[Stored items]
______________________________

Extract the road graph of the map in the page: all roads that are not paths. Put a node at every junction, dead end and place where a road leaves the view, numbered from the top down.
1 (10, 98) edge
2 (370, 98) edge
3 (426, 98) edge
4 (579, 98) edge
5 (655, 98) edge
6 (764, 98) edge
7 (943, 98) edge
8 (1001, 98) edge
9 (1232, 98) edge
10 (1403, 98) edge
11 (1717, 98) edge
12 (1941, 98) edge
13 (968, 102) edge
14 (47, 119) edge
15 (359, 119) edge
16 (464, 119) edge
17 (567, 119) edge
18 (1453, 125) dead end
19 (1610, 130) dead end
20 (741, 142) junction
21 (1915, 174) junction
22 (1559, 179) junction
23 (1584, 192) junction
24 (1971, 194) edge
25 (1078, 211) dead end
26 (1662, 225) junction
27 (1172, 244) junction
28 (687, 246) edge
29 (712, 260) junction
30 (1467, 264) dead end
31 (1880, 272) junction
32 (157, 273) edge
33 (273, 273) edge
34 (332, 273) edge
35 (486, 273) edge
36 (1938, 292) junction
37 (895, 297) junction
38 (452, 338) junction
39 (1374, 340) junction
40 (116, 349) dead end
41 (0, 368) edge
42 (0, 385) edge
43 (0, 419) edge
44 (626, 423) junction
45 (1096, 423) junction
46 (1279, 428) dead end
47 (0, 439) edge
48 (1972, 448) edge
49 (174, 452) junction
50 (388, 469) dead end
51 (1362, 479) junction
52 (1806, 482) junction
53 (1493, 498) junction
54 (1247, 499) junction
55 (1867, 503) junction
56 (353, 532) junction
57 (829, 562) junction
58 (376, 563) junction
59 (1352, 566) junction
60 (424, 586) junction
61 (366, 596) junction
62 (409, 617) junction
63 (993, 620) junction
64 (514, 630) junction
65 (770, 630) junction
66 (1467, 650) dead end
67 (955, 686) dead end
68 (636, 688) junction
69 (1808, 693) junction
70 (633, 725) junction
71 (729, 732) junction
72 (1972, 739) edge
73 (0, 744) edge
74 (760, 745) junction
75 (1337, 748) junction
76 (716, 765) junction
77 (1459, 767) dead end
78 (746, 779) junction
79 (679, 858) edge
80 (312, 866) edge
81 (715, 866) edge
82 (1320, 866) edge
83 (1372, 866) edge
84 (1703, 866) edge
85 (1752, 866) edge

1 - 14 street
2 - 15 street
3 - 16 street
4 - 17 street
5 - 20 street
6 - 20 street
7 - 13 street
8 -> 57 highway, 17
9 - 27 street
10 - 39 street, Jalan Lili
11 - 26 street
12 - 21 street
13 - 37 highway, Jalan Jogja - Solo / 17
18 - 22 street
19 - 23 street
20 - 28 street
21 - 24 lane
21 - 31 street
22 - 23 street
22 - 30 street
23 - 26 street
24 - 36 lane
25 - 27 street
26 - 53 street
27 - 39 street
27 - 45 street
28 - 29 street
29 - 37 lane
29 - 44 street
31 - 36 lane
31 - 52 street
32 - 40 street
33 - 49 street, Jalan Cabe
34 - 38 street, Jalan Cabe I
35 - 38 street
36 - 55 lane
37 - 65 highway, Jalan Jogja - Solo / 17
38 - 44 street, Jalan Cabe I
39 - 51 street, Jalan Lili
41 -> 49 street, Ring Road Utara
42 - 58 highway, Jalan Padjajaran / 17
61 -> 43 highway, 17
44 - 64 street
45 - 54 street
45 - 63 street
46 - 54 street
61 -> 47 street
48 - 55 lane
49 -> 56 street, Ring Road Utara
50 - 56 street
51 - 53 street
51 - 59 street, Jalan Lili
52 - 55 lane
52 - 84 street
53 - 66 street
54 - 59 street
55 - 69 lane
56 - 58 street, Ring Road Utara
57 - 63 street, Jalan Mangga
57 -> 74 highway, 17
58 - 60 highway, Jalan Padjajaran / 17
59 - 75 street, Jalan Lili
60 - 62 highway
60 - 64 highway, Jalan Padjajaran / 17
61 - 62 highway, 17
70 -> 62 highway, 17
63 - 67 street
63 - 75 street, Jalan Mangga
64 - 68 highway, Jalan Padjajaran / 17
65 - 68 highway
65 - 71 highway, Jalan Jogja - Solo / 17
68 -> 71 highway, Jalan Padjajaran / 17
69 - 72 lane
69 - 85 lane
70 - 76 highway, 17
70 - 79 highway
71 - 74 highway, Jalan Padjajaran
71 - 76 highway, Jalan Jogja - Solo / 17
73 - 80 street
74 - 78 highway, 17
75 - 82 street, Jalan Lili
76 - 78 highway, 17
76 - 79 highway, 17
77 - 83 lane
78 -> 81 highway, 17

______________________________

→ WHAT THIS TASK INVOLVES:
Each of the records above is to be copied exactly.

→ THE ANSWER:
Extract the road graph of the map in the page: all roads that are not paths. Put a node at every junction, dead end and place where a road leaves the view, numbered from the top down.
1 (10, 98) edge
2 (370, 98) edge
3 (426, 98) edge
4 (579, 98) edge
5 (655, 98) edge
6 (764, 98) edge
7 (943, 98) edge
8 (1001, 98) edge
9 (1232, 98) edge
10 (1403, 98) edge
11 (1717, 98) edge
12 (1941, 98) edge
13 (968, 102) edge
14 (47, 119) edge
15 (359, 119) edge
16 (464, 119) edge
17 (567, 119) edge
18 (1453, 125) dead end
19 (1610, 130) dead end
20 (741, 142) junction
21 (1915, 174) junction
22 (1559, 179) junction
23 (1584, 192) junction
24 (1971, 194) edge
25 (1078, 211) dead end
26 (1662, 225) junction
27 (1172, 244) junction
28 (687, 246) edge
29 (712, 260) junction
30 (1467, 264) dead end
31 (1880, 272) junction
32 (157, 273) edge
33 (273, 273) edge
34 (332, 273) edge
35 (486, 273) edge
36 (1938, 292) junction
37 (895, 297) junction
38 (452, 338) junction
39 (1374, 340) junction
40 (116, 349) dead end
41 (0, 368) edge
42 (0, 385) edge
43 (0, 419) edge
44 (626, 423) junction
45 (1096, 423) junction
46 (1279, 428) dead end
47 (0, 439) edge
48 (1972, 448) edge
49 (174, 452) junction
50 (388, 469) dead end
51 (1362, 479) junction
52 (1806, 482) junction
53 (1493, 498) junction
54 (1247, 499) junction
55 (1867, 503) junction
56 (353, 532) junction
57 (829, 562) junction
58 (376, 563) junction
59 (1352, 566) junction
60 (424, 586) junction
61 (366, 596) junction
62 (409, 617) junction
63 (993, 620) junction
64 (514, 630) junction
65 (770, 630) junction
66 (1467, 650) dead end
67 (955, 686) dead end
68 (636, 688) junction
69 (1808, 693) junction
70 (633, 725) junction
71 (729, 732) junction
72 (1972, 739) edge
73 (0, 744) edge
74 (760, 745) junction
75 (1337, 748) junction
76 (716, 765) junction
77 (1459, 767) dead end
78 (746, 779) junction
79 (679, 858) edge
80 (312, 866) edge
81 (715, 866) edge
82 (1320, 866) edge
83 (1372, 866) edge
84 (1703, 866) edge
85 (1752, 866) edge

1 - 14 street
2 - 15 street
3 - 16 street
4 - 17 street
5 - 20 street
6 - 20 street
7 - 13 street
8 -> 57 highway, 17
9 - 27 street
10 - 39 street, Jalan Lili
11 - 26 street
12 - 21 street
13 - 37 highway, Jalan Jogja - Solo / 17
18 - 22 street
19 - 23 street
20 - 28 street
21 - 24 lane
21 - 31 street
22 - 23 street
22 - 30 street
23 - 26 street
24 - 36 lane
25 - 27 street
26 - 53 street
27 - 39 street
27 - 45 street
28 - 29 street
29 - 37 lane
29 - 44 street
31 - 36 lane
31 - 52 street
32 - 40 street
33 - 49 street, Jalan Cabe
34 - 38 street, Jalan Cabe I
35 - 38 street
36 - 55 lane
37 - 65 highway, Jalan Jogja - Solo / 17
38 - 44 street, Jalan Cabe I
39 - 51 street, Jalan Lili
41 -> 49 street, Ring Road Utara
42 - 58 highway, Jalan Padjajaran / 17
61 -> 43 highway, 17
44 - 64 street
45 - 54 street
45 - 63 street
46 - 54 street
61 -> 47 street
48 - 55 lane
49 -> 56 street, Ring Road Utara
50 - 56 street
51 - 53 street
51 - 59 street, Jalan Lili
52 - 55 lane
52 - 84 street
53 - 66 street
54 - 59 street
55 - 69 lane
56 - 58 street, Ring Road Utara
57 - 63 street, Jalan Mangga
57 -> 74 highway, 17
58 - 60 highway, Jalan Padjajaran / 17
59 - 75 street, Jalan Lili
60 - 62 highway
60 - 64 highway, Jalan Padjajaran / 17
61 - 62 highway, 17
70 -> 62 highway, 17
63 - 67 street
63 - 75 street, Jalan Mangga
64 - 68 highway, Jalan Padjajaran / 17
65 - 68 highway
65 - 71 highway, Jalan Jogja - Solo / 17
68 -> 71 highway, Jalan Padjajaran / 17
69 - 72 lane
69 - 85 lane
70 - 76 highway, 17
70 - 79 highway
71 - 74 highway, Jalan Padjajaran
71 - 76 highway, Jalan Jogja - Solo / 17
73 - 80 street
74 - 78 highway, 17
75 - 82 street, Jalan Lili
76 - 78 highway, 17
76 - 79 highway, 17
77 - 83 lane
78 -> 81 highway, 17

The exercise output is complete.